La ville d'Olite (Islas Comodoras) ainsi que tous les chefs-lieux de comarques possèdent généralement un aéroport régional ou, au pire, un aérodrome.


<center>E) La voie maritime : les ports marchands, de plaisance et de transport - La vía marítima : los puertos comerciales, de recreo y de transporte</center>


<center>http://img54.xooimage.com/files/c/c/3/1917-75k-27186bf.jpg
Vue d'un ensemble de grues et de conteneurs situés dans la zone industrialoportuaire du port marchand d'Hispalis, dont les travaux d'agrandissement, de rénovation et de modernisation ont été achevés en novembre 2014</center>


Le Royaume Canoviste de Numancia, puissance thalassocratique constituée d'un bloc continental et de deux archipels, a toujours accordée une grande importance à ses ports, points d'échange, de départ ou d'arrivée essentiels.
Les chantiers navals ("astilleros") sont nombreux dans le pays, qui est l'un des principaux fabricants de navires au monde, et les ports marchands sont capitaux dans l'économie du pays. Deuxième producteur et premier exportateur de matières agricoles, important exportateur de trains, d'avions, de voitures, de produits usinés, de machines-outils, de textile, de produits de haute technologie ou informatiques, le Numancia peut compter sur les ports marchands d'Olite, d'Emerita Augusta, de Filipina, de Puerto Real, de Las Palmas, de Santander et surtout celui d'Hispalis, premier port à conteneurs au monde avec 29,05 millions d'équivalent vingt pieds par an.
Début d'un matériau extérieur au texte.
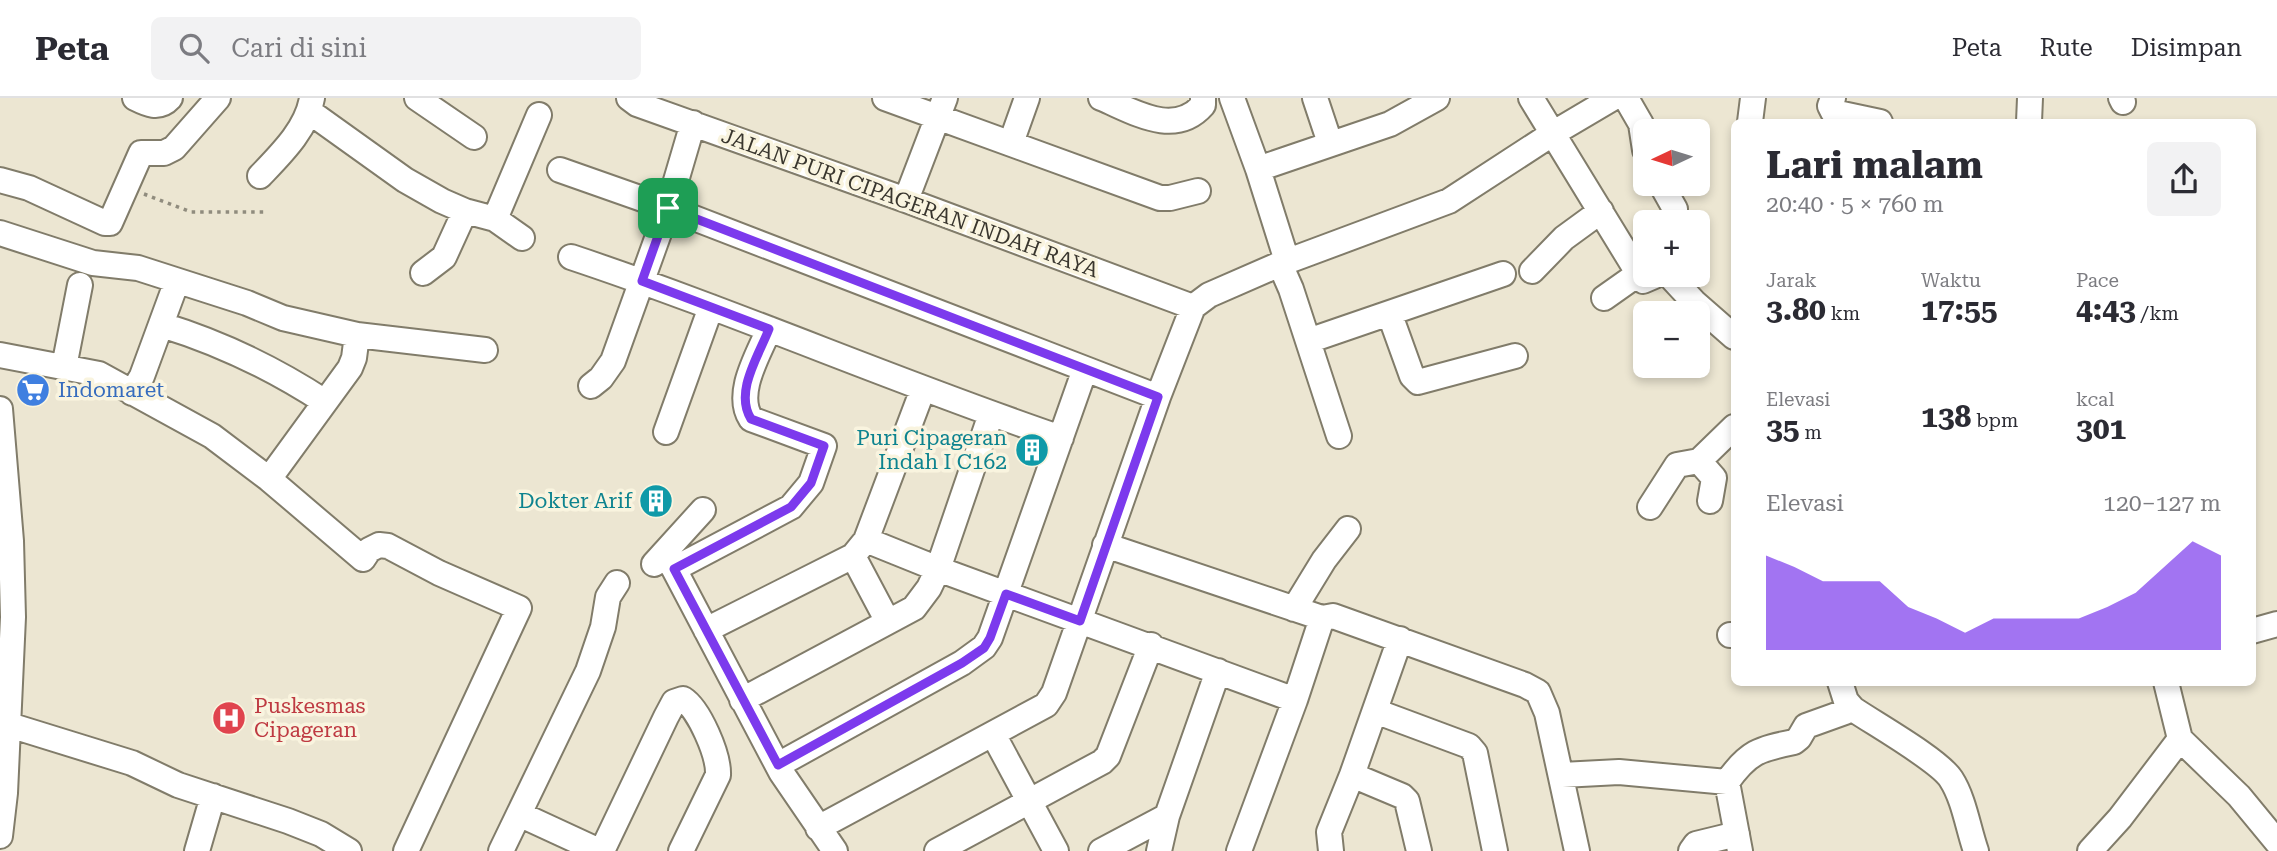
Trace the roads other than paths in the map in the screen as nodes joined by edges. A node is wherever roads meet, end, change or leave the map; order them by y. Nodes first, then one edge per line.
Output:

Les ports de transport, appréciés pour les croisières qu'ils proposent, ainsi que les ports de plaisance, sont très répandus, surtout sur les littoraux touristiques. Ceux de Filipina, Nicolasol, Hispalis, Olite et Puerto Real sont particulièrement réputés et la capitale de la Province d'Astur est connue pour son célèbre Pavillon du Vicaskaran, lieu de départ de nombreuses courses de catamarans et trimarans.
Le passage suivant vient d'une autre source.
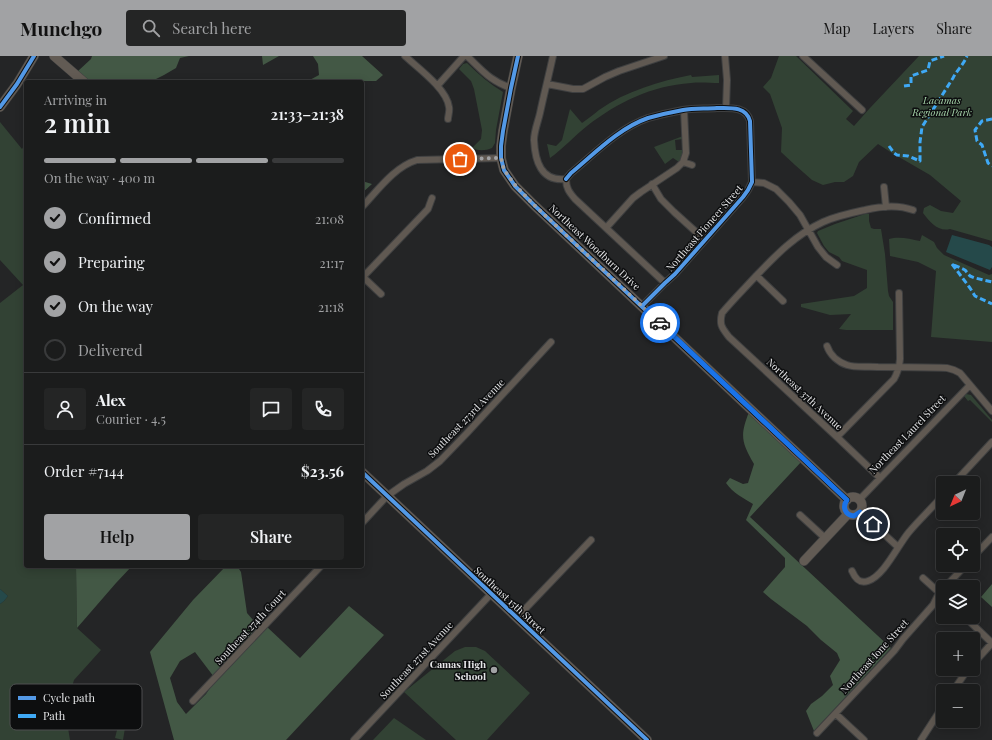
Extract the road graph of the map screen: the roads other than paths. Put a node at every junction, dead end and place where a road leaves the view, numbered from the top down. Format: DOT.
graph roads {
  1 [pos="34,56"];
  2 [pos="54,56"];
  3 [pos="405,56"];
  4 [pos="466,56"];
  5 [pos="518,56"];
  6 [pos="553,56"];
  7 [pos="664,56"];
  8 [pos="724,56"];
  9 [pos="804,56"];
  10 [pos="82,80"];
  11 [pos="547,84"];
  12 [pos="438,85"];
  13 [pos="511,88"];
  14 [pos="0,107"];
  15 [pos="726,108"];
  16 [pos="684,110"];
  17 [pos="862,110"];
  18 [pos="448,119"];
  19 [pos="501,158"];
  20 [pos="683,162"];
  21 [pos="692,165"];
  22 [pos="566,179"];
  23 [pos="752,182"];
  24 [pos="652,184"];
  25 [pos="884,188"];
  26 [pos="432,198"];
  27 [pos="364,205"];
  28 [pos="886,207"];
  29 [pos="913,210"];
  30 [pos="606,228"];
  31 [pos="809,230"];
  32 [pos="706,240"];
  33 [pos="838,265"];
  34 [pos="364,275"];
  35 [pos="757,276"];
  36 [pos="364,279"];
  37 [pos="665,282"];
  38 [pos="899,293"];
  39 [pos="381,294"];
  40 [pos="782,301"];
  41 [pos="642,306"];
  42 [pos="551,342"];
  43 [pos="827,346"];
  44 [pos="899,367"];
  45 [pos="970,384"];
  46 [pos="992,411"];
  47 [pos="837,437"];
  48 [pos="992,442"];
  49 [pos="364,474"];
  50 [pos="960,476"];
  51 [pos="880,478"];
  52 [pos="387,496"];
  53 [pos="847,500"];
  54 [pos="860,500"];
  55 [pos="936,503"];
  56 [pos="860,512"];
  57 [pos="848,514"];
  58 [pos="800,515"];
  59 [pos="364,521"];
  60 [pos="992,537"];
  61 [pos="825,538"];
  62 [pos="591,540"];
  63 [pos="898,547"];
  64 [pos="980,550"];
  65 [pos="804,561"];
  66 [pos="319,568"];
  67 [pos="852,571"];
  68 [pos="960,572"];
  69 [pos="923,578"];
  70 [pos="953,580"];
  71 [pos="936,586"];
  72 [pos="491,594"];
  73 [pos="936,601"];
  74 [pos="519,620"];
  75 [pos="972,624"];
  76 [pos="992,643"];
  77 [pos="980,656"];
  78 [pos="193,701"];
  79 [pos="836,714"];
  80 [pos="936,717"];
  81 [pos="817,733"];
  82 [pos="354,740"];
  83 [pos="647,740"];
  84 [pos="864,740"];
  85 [pos="921,740"];
  1 -- 14 [label="street"];
  2 -- 10 [label="street"];
  3 -- 12 [label="street"];
  4 -- 12 [label="street"];
  4 -- 13 [label="street"];
  5 -- 13 [label="street, Northeast Woodburn Drive"];
  6 -- 11 [label="street"];
  7 -- 11 [label="street"];
  8 -- 15 [label="street"];
  9 -- 17 [label="street"];
  11 -- 22 [label="street"];
  12 -- 18 [label="street"];
  13 -- 19 [label="street, Northeast Woodburn Drive"];
  15 -- 16 [label="street, Northeast Pioneer Street"];
  15 -- 23 [label="street, Northeast Pioneer Street"];
  16 -- 20 [label="street"];
  16 -- 22 [label="street, Northeast Pioneer Street"];
  19 -- 27 [label="street"];
  19 -- 41 [label="street, Northeast Woodburn Drive"];
  20 -- 21 [label="street"];
  20 -- 24 [label="street"];
  22 -- 30 [label="street"];
  23 -- 31 [label="street"];
  23 -- 32 [label="street, Northeast Pioneer Street"];
  24 -- 30 [label="street"];
  24 -- 32 [label="street"];
  25 -- 28 [label="street"];
  26 -- 34 [label="street"];
  28 -- 29 [label="street"];
  28 -- 31 [label="street"];
  30 -- 37 [label="street"];
  31 -- 33 [label="street"];
  31 -- 35 [label="street"];
  32 -- 37 [label="street, Northeast Pioneer Street"];
  35 -- 40 [label="street"];
  35 -- 47 [label="street, Northeast 37th Avenue"];
  36 -- 39 [label="street"];
  37 -- 41 [label="street, Northeast Pioneer Street"];
  38 -- 44 [label="street"];
  41 -- 53 [label="street, Northeast Woodburn Drive"];
  42 -- 52 [label="street, Southeast 273rd Avenue"];
  43 -- 44 [label="street"];
  44 -- 45 [label="street"];
  44 -- 47 [label="street"];
  45 -- 46 [label="street"];
  45 -- 51 [label="street, Northeast Laurel Street"];
  47 -- 51 [label="street, Northeast 37th Avenue"];
  48 -- 50 [label="street"];
  49 -- 52 [label="street, Southeast 15th Street"];
  51 -- 54 [label="street, Northeast Laurel Street"];
  52 -- 59 [label="street"];
  52 -- 72 [label="street, Southeast 15th Street"];
  53 -- 54 [label="street"];
  53 -- 57 [label="street"];
  54 -- 56 [label="street"];
  55 -- 63 [label="street"];
  56 -- 57 [label="street"];
  56 -- 63 [label="street"];
  57 -- 61 [label="street"];
  58 -- 61 [label="street"];
  60 -- 64 [label="street"];
  61 -- 65 [label="street"];
  62 -- 74 [label="street"];
  63 -- 67 [label="street"];
  66 -- 78 [label="street, Southeast 274th Court"];
  68 -- 70 [label="street, Northeast Ione Street"];
  69 -- 71 [label="street"];
  72 -- 74 [label="street, Southeast 15th Street"];
  72 -- 82 [label="street, Southeast 271st Avenue"];
  73 -- 79 [label="street, Northeast Ione Street"];
  74 -- 83 [label="street, Southeast 15th Street"];
  75 -- 76 [label="street"];
  76 -- 77 [label="street"];
  79 -- 81 [label="street, Northeast Ione Street"];
  79 -- 84 [label="street"];
  80 -- 85 [label="street"];
}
<center>F) La dernière frontière : le Numancia dans l'espace - La última frontera : Numancia en el espacio</center>


<center>http://img54.xooimage.com/files/e/7/8/images-27186ee.jpg
Le Musée de l'Histoire Spatiale de Palaciosrubios, dans la banlieue de Nicolasol</center>


Le Royaume Canoviste de Numancia abritera dans quelques années un cosmodrome commun avec la République Social-Chrétienne de Rostovie, pas de tir pour des navettes spatiales que le gouvernement numancien nomme "Base Isabel I". Financé à 60% par Hispalis, il restera une propriété exclusivement rostove, qui loue le terrain qu'il occupe gratuitement, mais pourra être librement exploité par le Numancia, qui développe actuellement un programme spatial fondé sur deux axes : l'envoi d'un premier Numancien sur la lune et la mise en orbite de satellites de télécommunication et d'observation nommés Hispasat.
Il sera situé dans une zone assez proche de l'équateur, dans la localité de Priaranza del Bierzo, sur l'Isla del Perejil (Islas Comodoras).

Son centre de commandement, de recherches et d'entraînement, situé à Palaciosrubios, dans la banlieue de Nicolasol, dispose également depuis environ un an d'un Musée de l'Histoire Spatiale ("Museo de la Historia Espacial"). Cinq cosmonautes (trois Numanciens et deux Thorvaliens) s'y entraînent d'arrache-pied pour poser un jour le pied sur l'astre lunaire.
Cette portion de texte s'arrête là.